Huang Po-Chih: Call From Comet

16 May - 15 June 2024 BACK_Y

He said, “Bang! Bang! Bang! Bang!” When the universe was flipped upside down, time started to fall. He raised his finger gun and shot down a sky full of wishes from a starless night. In the night sweat of a hot daydream, reality got thinner the more it knocked, crumbling and crumbling into salt, until it covered the ground around my little toe. He said, “The future is no longer my concern.” He said that he himself was an introverted fly rubbing his hands together, staring at the shadow of a mosquito biting someone’s soul. The shadow slowly lengthened, and he stared at it for a long time, thinking someone was living inside.
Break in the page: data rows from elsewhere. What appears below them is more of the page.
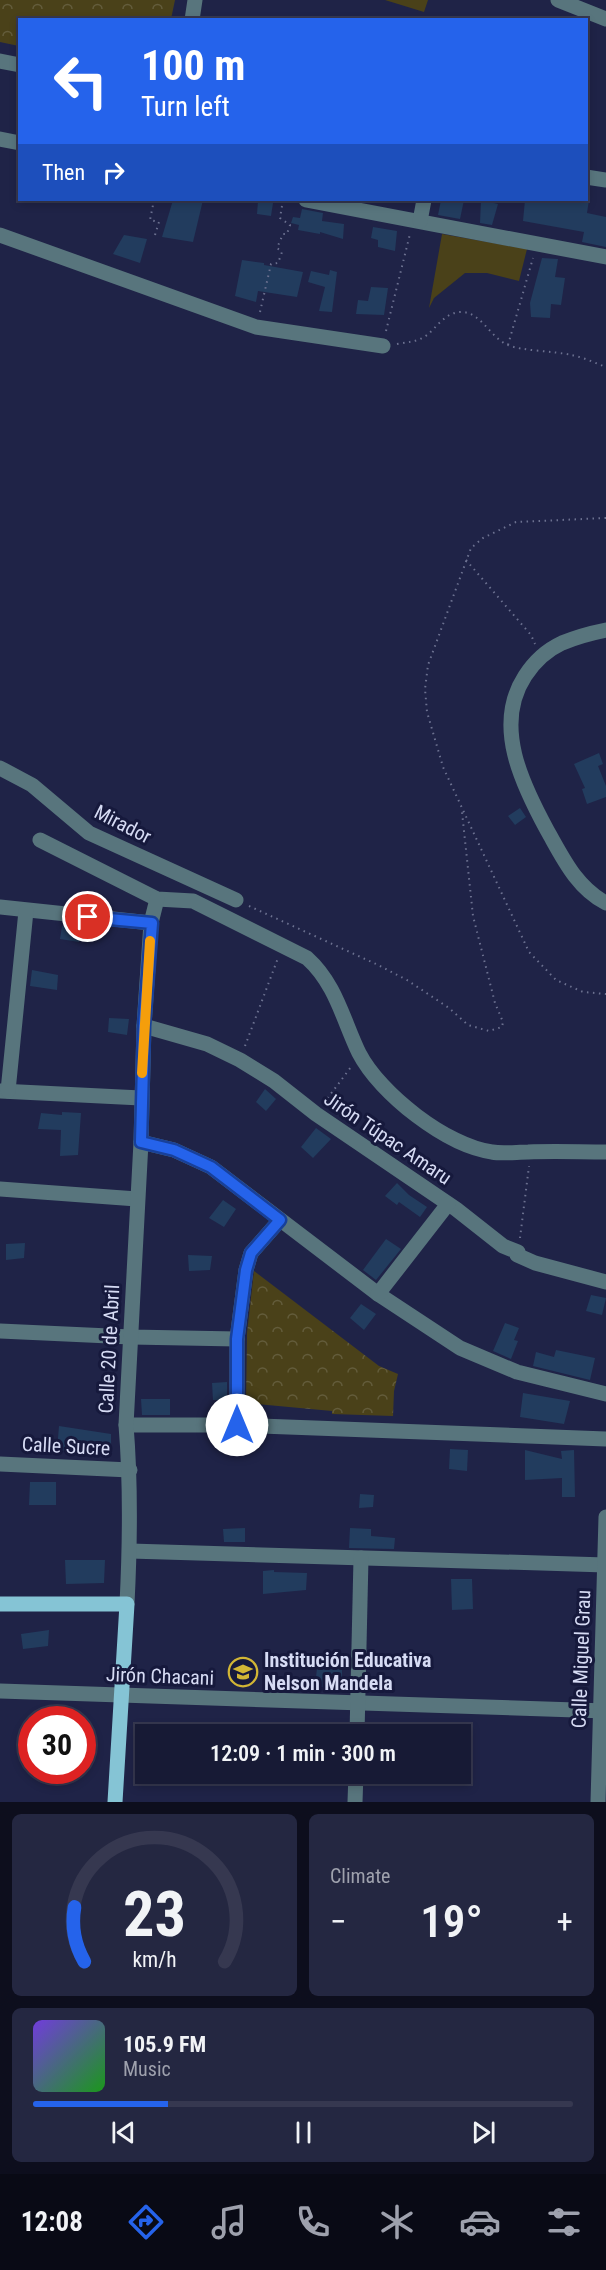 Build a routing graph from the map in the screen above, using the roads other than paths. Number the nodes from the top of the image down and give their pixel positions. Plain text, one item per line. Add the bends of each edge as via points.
1 (195, 0) edge
2 (558, 0) edge
3 (583, 4) edge
4 (192, 18) edge
5 (606, 19) edge
6 (0, 61) edge
7 (18, 64) edge
8 (0, 139) edge
9 (18, 143) edge
10 (588, 177) edge
11 (606, 180) edge
12 (311, 201) edge
13 (424, 201) edge
14 (420, 221) junction
15 (0, 235) edge
16 (606, 257) edge
17 (383, 346) road end
18 (606, 630) edge
19 (0, 768) edge
20 (40, 840) dead end
21 (156, 899) junction
22 (236, 900) road end
23 (606, 903) edge
24 (0, 907) edge
25 (26, 911) junction
26 (152, 923) junction
27 (144, 1026) junction
28 (4, 1091) edge
29 (141, 1098) junction
30 (141, 1142) junction
31 (606, 1152) edge
32 (0, 1189) edge
33 (137, 1199) junction
34 (448, 1204) junction
35 (280, 1220) junction
36 (606, 1282) edge
37 (378, 1294) junction
38 (0, 1331) edge
39 (131, 1337) junction
40 (237, 1339) junction
41 (606, 1393) edge
42 (126, 1425) junction
43 (237, 1425) junction
44 (606, 1439) edge
45 (0, 1464) edge
46 (130, 1470) junction
47 (606, 1517) edge
48 (130, 1551) junction
49 (361, 1558) junction
50 (605, 1565) edge
51 (0, 1604) edge
52 (127, 1604) junction
53 (0, 1691) edge
54 (120, 1696) junction
55 (358, 1703) junction
56 (603, 1711) edge
57 (357, 1724) edge
58 (356, 1784) edge
59 (115, 1802) edge
60 (355, 1802) edge
61 (598, 1802) edge

1 - 4 street
2 - 3 street
3 - 5 street
6 - 7 street
8 - 9 street
10 - 11 street
12 - 14 street
13 - 14 street
14 - 16 street
15 - 17 street via 256,327
18 - 23 street via 560,644 541,657 522,681 512,710 511,738 528,796 571,872 590,893
19 - 22 street, Mirador via 32,785 88,833
20 - 21 street
21 - 26 street, Calle 20 de Abril
21 - 31 street via 194,901 307,958 333,990 360,1055 379,1083 430,1125 492,1152
24 - 25 street
25 - 26 street
25 - 28 street
26 - 27 street, Calle 20 de Abril
27 - 29 street, Calle 20 de Abril
27 - 34 street, Jirón Túpac Amaru via 207,1044 240,1060
28 - 29 street
29 - 30 street, Calle 20 de Abril
30 - 33 street, Calle 20 de Abril
30 - 35 street via 174,1150 211,1167
32 - 33 street
33 - 39 street, Calle 20 de Abril
34 - 36 street, Jirón Túpac Amaru via 502,1246 518,1252 517,1255
34 - 37 street
35 - 37 street
35 - 40 street via 247,1262
37 - 41 street via 460,1348 517,1371
38 - 39 street
39 - 40 street
39 - 42 street, Calle 20 de Abril
40 - 43 street
42 - 43 street
42 - 46 street, Calle 20 de Abril
43 - 44 street
45 - 46 street, Calle Sucre
46 - 48 street, Calle 20 de Abril
47 - 50 street, Calle Miguel Grau
48 - 49 street
48 - 52 street, Calle 20 de Abril
49 - 50 street
49 - 55 street
50 - 56 street, Calle Miguel Grau
51 - 52 main road
52 - 54 main road, Calle 20 de Abril
53 - 54 street, Jirón Chacani
54 - 55 street, Jirón Chacani
54 - 59 main road, Calle 20 de Abril
55 - 56 street, Jirón Chacani
55 - 57 street
56 - 61 street, Calle Miguel Grau
58 - 60 street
Finally, one day he let go of his own shadow, grew wings, grew feet, and “whoosh…whoosh…whoosh…” flew away with time, saying, “See you in the future.”

 

“Thunk! Thunk! Thunk!” Weaving a blanket of fallen wishes, he said, “Sleep is the most practical way to harm time.” We switch our bodies to silent mode, cover ourselves with blankets, and receive calls from comets, and so we come to understand the universe best.

 

“Call from Comet” is a story of three plant gatherers who make their own liqueurs. They are Dawan Katjadrepan, a Paiwan tribal leader in Taitung, Taiwan, and her dream-inspired millet wine; Patient Number 7 from the “500 Lemon Trees” project, who concocts limoncello; and a mezcal maker from the city of San Baltazar Chichicapam in Oaxaca, Mexico. Presented through a variety of media, including photographs, text, video and objects, this exhibition tells of their dream worlds and their waking daydreams; it ponders alcohol as a form of self-consumption/healing and a transparent currency to pay for detouring around reality.

 

Huang Po-Chih was born 1980 in Taoyuan, currently lives and works in Taipei, Taiwan. He completed his studies at the Taipei National University of the Arts in Taiwan in 2011. Most of his diverse artistic practices are long-term projects, and as the projects progress, a new story is added to the previous narrative that revolves around the circumstances and history of his family which enable him to be involved in issues like agriculture, manufacturing, production, consumption, etc. Since 2013, exhibitions of his continuous art project Five Hundred Lemon Trees have been transformed to a crowd-funding platform allowing the appropriation of artistic resources for developing an agricultural brand, activating fallow farmland, and growing lemon trees for lemon liquor. On the other hand, the project has connected his family members, local farmers and consumers to make a new social relationship possible. In the same year, he published his first collection of essays Blue Skin: My Mother’s Story, the story about his mother. In a way, such a brief account of personal history can somehow reflect Taiwan's agriculture economic reform and social change over the past fifty years, which is essentially, a micro-level of observing his family history and society as a whole in Taiwan. 

 

Huang Po-Chin received the grand prize of Taipei Arts Award in 2013, was nominated HUGO BOSS Asia arts Award in 2015 and received Prudential Eye Awards in 2016. Huang participated in Taipei Biennale in 2014 and 2016 and has been exhibited internationally including the 8th Shenzhen Sculpture Biennale in China in 2014, Performa 19 in New York in 2019, Busan Biennale in Korea in 2020, the 8th Yokohama Triennale in Japan in 2024, also many group exhibitions in museums, e.g., the National Museum of Modern and Contemporary Art (MMCA) in Seoul, the Rockbund Art Museum in Shanghai, CHAT in Hong Kong, the Museum moderner Kunst Stiftung Ludwig Wie (mumok) in Vienna, and the Lousiana Museum of Modern Art in Denmark.